Valentina who is originally from Malaysia recently completed a PhD project on apple flavour and texture, jointly supervised by researchers in Italy (Fondazione Edmund Mach) and New Zealand (University of Otago). To complete her project Valentina spent 6 months a year in each country and  studied apples from two seasons a year. Valentina completed a Bachelor of Science (Honours) degree in 2010 from the University of Otago, Dunedin, New Zealand. Her interests include food, music and travel.

Project Outline

Investigating, in different apple cultivars, the relationship between volatile organic compounds (VOC) and texture.  This project used a quick and easy direct injection mass spectrometry technique known as a proton transfer reaction mass spectrometer (PTR-MS) and in-vivo nose space sampling to quantify VOC release, in real-time, during the consumption of an apple.  Preliminary results showed that firm cultivars such as Fuji took longer to consume and released less ester VOCs compared to softer Golden Delicious apples which emitted more VOCs and were consumed faster. Although Fuji apples took longer to consume, panellists had a shorter time to first swallow compared to when eating Golden Delicious apples, suggesting that as Fuji is a juicier cultivar it induces swallowing faster as more juice is released during mastication. This observation led to the next research question which was on the influence an apple’s mechanical properties have on the breakdown pattern of its flesh.

Apples are climacteric fruits that continue to ripen after harvest. During prolonged storage, ripening leads to an increase of VOCs and the slow dissolution of cell walls. Here, juice that was once held within a cellular matrix permeates through the cells. In some cases, apples can “dry out” due to an excessive loss of moisture.
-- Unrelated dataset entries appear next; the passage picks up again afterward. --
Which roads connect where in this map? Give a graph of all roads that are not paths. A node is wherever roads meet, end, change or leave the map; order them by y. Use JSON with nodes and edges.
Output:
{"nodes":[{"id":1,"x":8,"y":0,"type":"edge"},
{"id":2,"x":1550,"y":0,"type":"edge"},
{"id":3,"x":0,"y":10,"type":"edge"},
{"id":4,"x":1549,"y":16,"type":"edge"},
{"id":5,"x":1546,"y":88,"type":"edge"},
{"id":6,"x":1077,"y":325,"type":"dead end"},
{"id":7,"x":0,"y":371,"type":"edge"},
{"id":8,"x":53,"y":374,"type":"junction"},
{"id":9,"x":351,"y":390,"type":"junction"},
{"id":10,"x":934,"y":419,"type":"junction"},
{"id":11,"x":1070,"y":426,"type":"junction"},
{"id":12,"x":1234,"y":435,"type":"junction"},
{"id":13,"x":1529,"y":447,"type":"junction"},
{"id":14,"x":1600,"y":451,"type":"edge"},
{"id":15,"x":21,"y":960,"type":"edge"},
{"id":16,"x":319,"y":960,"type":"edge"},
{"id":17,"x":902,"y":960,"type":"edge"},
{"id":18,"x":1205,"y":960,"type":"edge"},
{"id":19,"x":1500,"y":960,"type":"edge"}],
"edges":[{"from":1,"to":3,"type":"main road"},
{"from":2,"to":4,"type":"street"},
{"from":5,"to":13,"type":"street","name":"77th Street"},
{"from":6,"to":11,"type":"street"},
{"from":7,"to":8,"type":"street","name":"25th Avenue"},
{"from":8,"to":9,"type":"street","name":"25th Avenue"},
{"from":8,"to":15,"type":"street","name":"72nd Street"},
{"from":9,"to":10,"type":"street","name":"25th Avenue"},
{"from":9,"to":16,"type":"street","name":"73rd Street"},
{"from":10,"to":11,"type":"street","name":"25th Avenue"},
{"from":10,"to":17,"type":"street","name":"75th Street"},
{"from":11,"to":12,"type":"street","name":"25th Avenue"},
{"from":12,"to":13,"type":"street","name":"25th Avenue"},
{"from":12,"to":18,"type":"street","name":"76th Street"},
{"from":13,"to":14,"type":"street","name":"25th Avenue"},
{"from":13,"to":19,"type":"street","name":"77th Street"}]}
Cell wall breakdown and moisture loss (flaccid tissue) can result in the increased formation of intercellular spaces and the undesirable mealy, floury or grainy texture experienced by consumers when eating soft apples. To investigate the relationship between the morphological properties (porosity, intercellular space size) in an apple microstructure and texture, a visual microscopy technique known as the X-ray microcomputer tomographic, µ-CT scanner was used. Images from the µ-CT scanner generate 3-D structures showing the apple microstructures. In general, results showed firm apples contained a low porosity and a higher dry matter (%), while the opposite was true for soft apples. However, this trend was not visible for all cultivars. Specific differences from the microstructural organization appear to influence the mechanical strength of the parenchyma tissue. This in turn, impacts perceived firmness. For example, a firm Fuji apple may be similar in porosity compared to a softer Golden Delicious. When the µ-CT images were visualized, Fuji apples appeared to contain a lot of smaller and more compact intercellular spaces, compared to Golden Delicious which contained larger interconnected intercellular spaces. It is hoped that these findings will contribute to understanding eating quality in apples.